BRIEF:
Strip out the pictures and output each remaining line of the data word for word.

(Collected data)
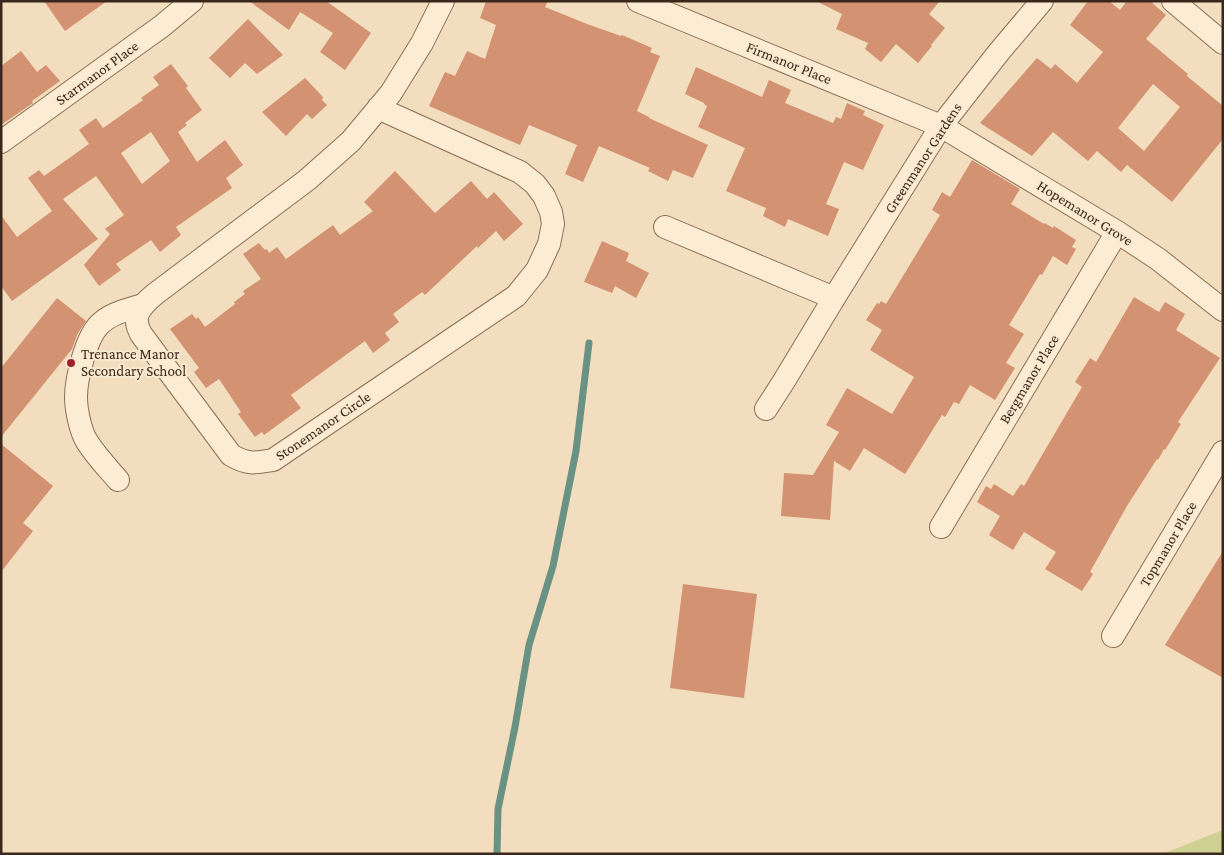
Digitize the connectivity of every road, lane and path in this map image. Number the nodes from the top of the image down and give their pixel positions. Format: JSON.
{"nodes":[{"id":1,"x":192,"y":1,"type":"edge"},
{"id":2,"x":443,"y":1,"type":"edge"},
{"id":3,"x":638,"y":1,"type":"edge"},
{"id":4,"x":1042,"y":1,"type":"edge"},
{"id":5,"x":1173,"y":1,"type":"edge"},
{"id":6,"x":1223,"y":43,"type":"edge"},
{"id":7,"x":378,"y":108,"type":"junction"},
{"id":8,"x":941,"y":126,"type":"junction"},
{"id":9,"x":1,"y":142,"type":"edge"},
{"id":10,"x":665,"y":227,"type":"dead end"},
{"id":11,"x":1117,"y":232,"type":"junction"},
{"id":12,"x":834,"y":298,"type":"junction"},
{"id":13,"x":143,"y":306,"type":"junction"},
{"id":14,"x":1223,"y":310,"type":"edge"},
{"id":15,"x":766,"y":408,"type":"dead end"},
{"id":16,"x":1223,"y":452,"type":"edge"},
{"id":17,"x":118,"y":480,"type":"dead end"},
{"id":18,"x":941,"y":527,"type":"dead end"},
{"id":19,"x":1112,"y":636,"type":"dead end"}],
"edges":[{"from":1,"to":9,"type":"street","name":"Starmanor Place"},
{"from":2,"to":7,"type":"street"},
{"from":3,"to":8,"type":"street","name":"Firmanor Place"},
{"from":4,"to":8,"type":"street","name":"Greenmanor Gardens"},
{"from":5,"to":6,"type":"street"},
{"from":7,"to":13,"type":"street"},
{"from":7,"to":13,"type":"street","name":"Stonemanor Circle"},
{"from":8,"to":11,"type":"street","name":"Hopemanor Grove"},
{"from":8,"to":12,"type":"street","name":"Greenmanor Gardens"},
{"from":10,"to":12,"type":"street"},
{"from":11,"to":14,"type":"street","name":"Hopemanor Grove"},
{"from":11,"to":18,"type":"street","name":"Bergmanor Place"},
{"from":12,"to":15,"type":"street","name":"Greenmanor Gardens"},
{"from":13,"to":17,"type":"street"},
{"from":16,"to":19,"type":"street","name":"Topmanor Place"}]}
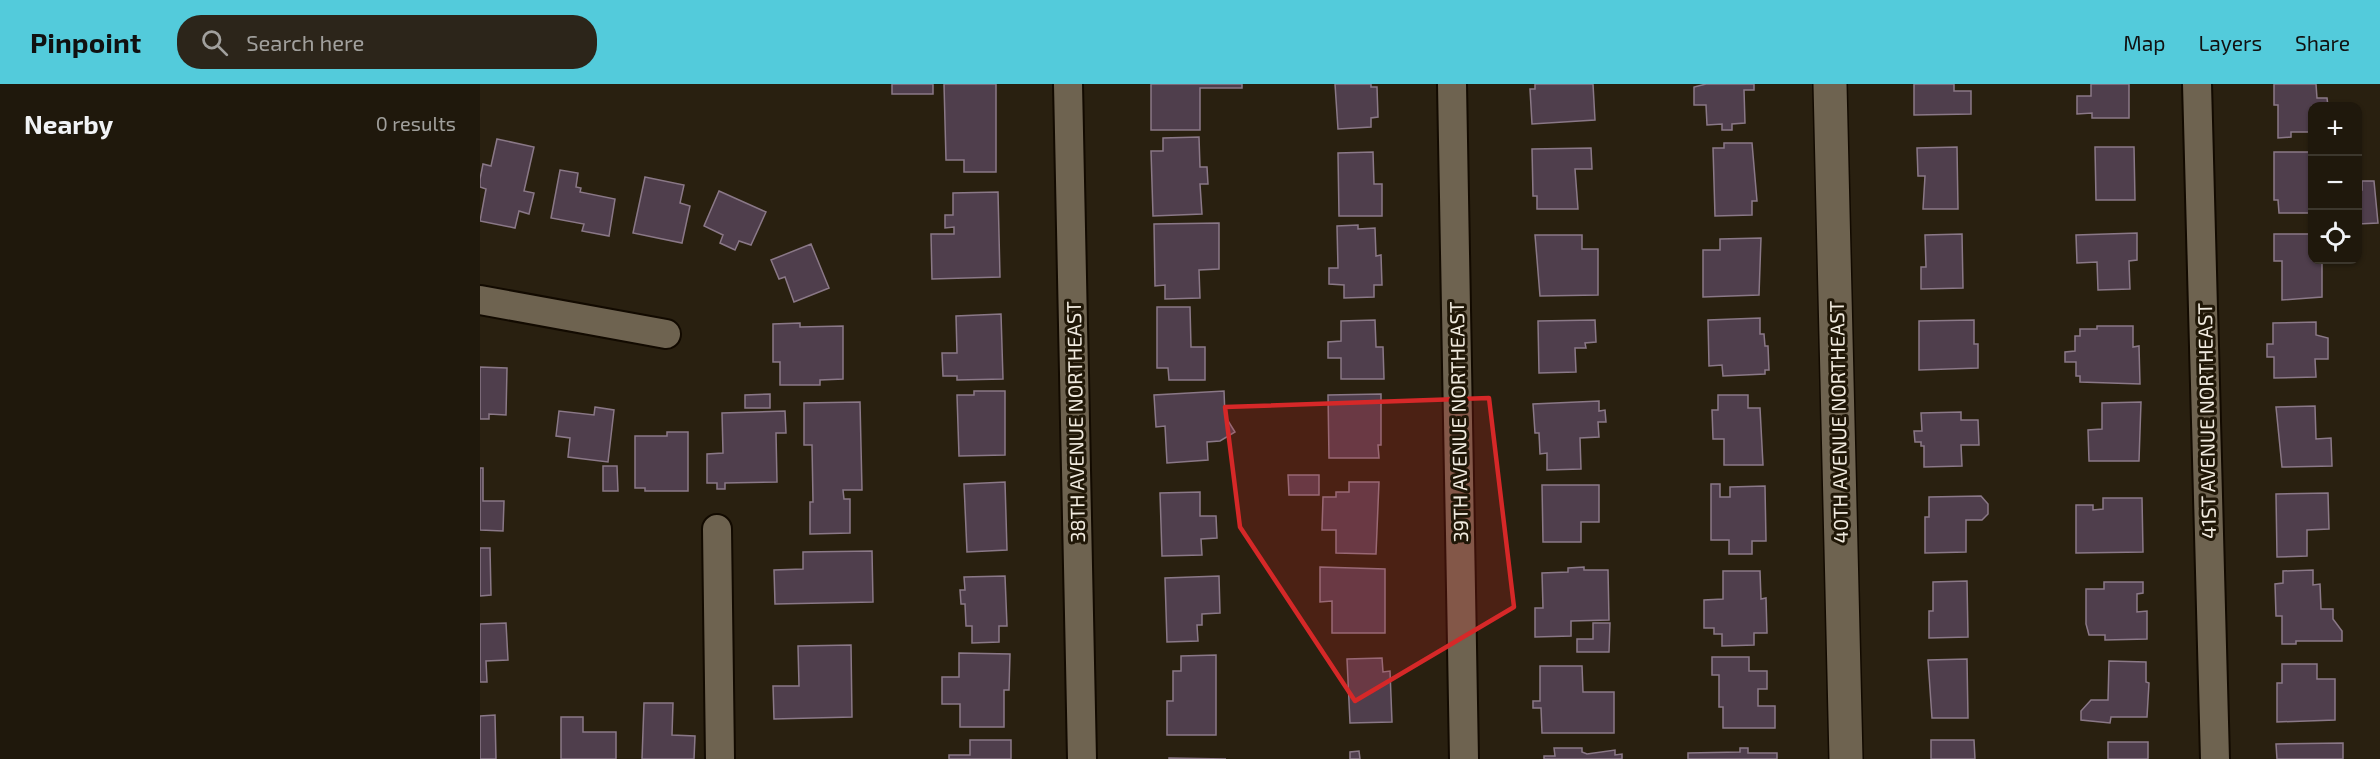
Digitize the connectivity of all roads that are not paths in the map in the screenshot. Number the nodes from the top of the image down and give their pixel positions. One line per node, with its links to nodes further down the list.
1 (1068, 84): 9 (street, 38TH AVENUE NORTHEAST)
2 (1452, 84): 10 (street, 39TH AVENUE NORTHEAST)
3 (1830, 84): 11 (street, 40TH AVENUE NORTHEAST)
4 (2197, 84): 12 (street, 41ST AVENUE NORTHEAST)
5 (480, 300): 6 (street)
6 (666, 334)
7 (717, 529): 8 (street)
8 (720, 759)
9 (1082, 759)
10 (1464, 759)
11 (1846, 759)
12 (2215, 759)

ANSWER TO THIS EXERCISE:
Digitize the connectivity of every road, lane and path in this map image. Number the nodes from the top of the image down and give their pixel positions. Format: JSON.
{"nodes":[{"id":1,"x":192,"y":1,"type":"edge"},
{"id":2,"x":443,"y":1,"type":"edge"},
{"id":3,"x":638,"y":1,"type":"edge"},
{"id":4,"x":1042,"y":1,"type":"edge"},
{"id":5,"x":1173,"y":1,"type":"edge"},
{"id":6,"x":1223,"y":43,"type":"edge"},
{"id":7,"x":378,"y":108,"type":"junction"},
{"id":8,"x":941,"y":126,"type":"junction"},
{"id":9,"x":1,"y":142,"type":"edge"},
{"id":10,"x":665,"y":227,"type":"dead end"},
{"id":11,"x":1117,"y":232,"type":"junction"},
{"id":12,"x":834,"y":298,"type":"junction"},
{"id":13,"x":143,"y":306,"type":"junction"},
{"id":14,"x":1223,"y":310,"type":"edge"},
{"id":15,"x":766,"y":408,"type":"dead end"},
{"id":16,"x":1223,"y":452,"type":"edge"},
{"id":17,"x":118,"y":480,"type":"dead end"},
{"id":18,"x":941,"y":527,"type":"dead end"},
{"id":19,"x":1112,"y":636,"type":"dead end"}],
"edges":[{"from":1,"to":9,"type":"street","name":"Starmanor Place"},
{"from":2,"to":7,"type":"street"},
{"from":3,"to":8,"type":"street","name":"Firmanor Place"},
{"from":4,"to":8,"type":"street","name":"Greenmanor Gardens"},
{"from":5,"to":6,"type":"street"},
{"from":7,"to":13,"type":"street"},
{"from":7,"to":13,"type":"street","name":"Stonemanor Circle"},
{"from":8,"to":11,"type":"street","name":"Hopemanor Grove"},
{"from":8,"to":12,"type":"street","name":"Greenmanor Gardens"},
{"from":10,"to":12,"type":"street"},
{"from":11,"to":14,"type":"street","name":"Hopemanor Grove"},
{"from":11,"to":18,"type":"street","name":"Bergmanor Place"},
{"from":12,"to":15,"type":"street","name":"Greenmanor Gardens"},
{"from":13,"to":17,"type":"street"},
{"from":16,"to":19,"type":"street","name":"Topmanor Place"}]}
Digitize the connectivity of all roads that are not paths in the map in the screenshot. Number the nodes from the top of the image down and give their pixel positions. One line per node, with its links to nodes further down the list.
1 (1068, 84): 9 (street, 38TH AVENUE NORTHEAST)
2 (1452, 84): 10 (street, 39TH AVENUE NORTHEAST)
3 (1830, 84): 11 (street, 40TH AVENUE NORTHEAST)
4 (2197, 84): 12 (street, 41ST AVENUE NORTHEAST)
5 (480, 300): 6 (street)
6 (666, 334)
7 (717, 529): 8 (street)
8 (720, 759)
9 (1082, 759)
10 (1464, 759)
11 (1846, 759)
12 (2215, 759)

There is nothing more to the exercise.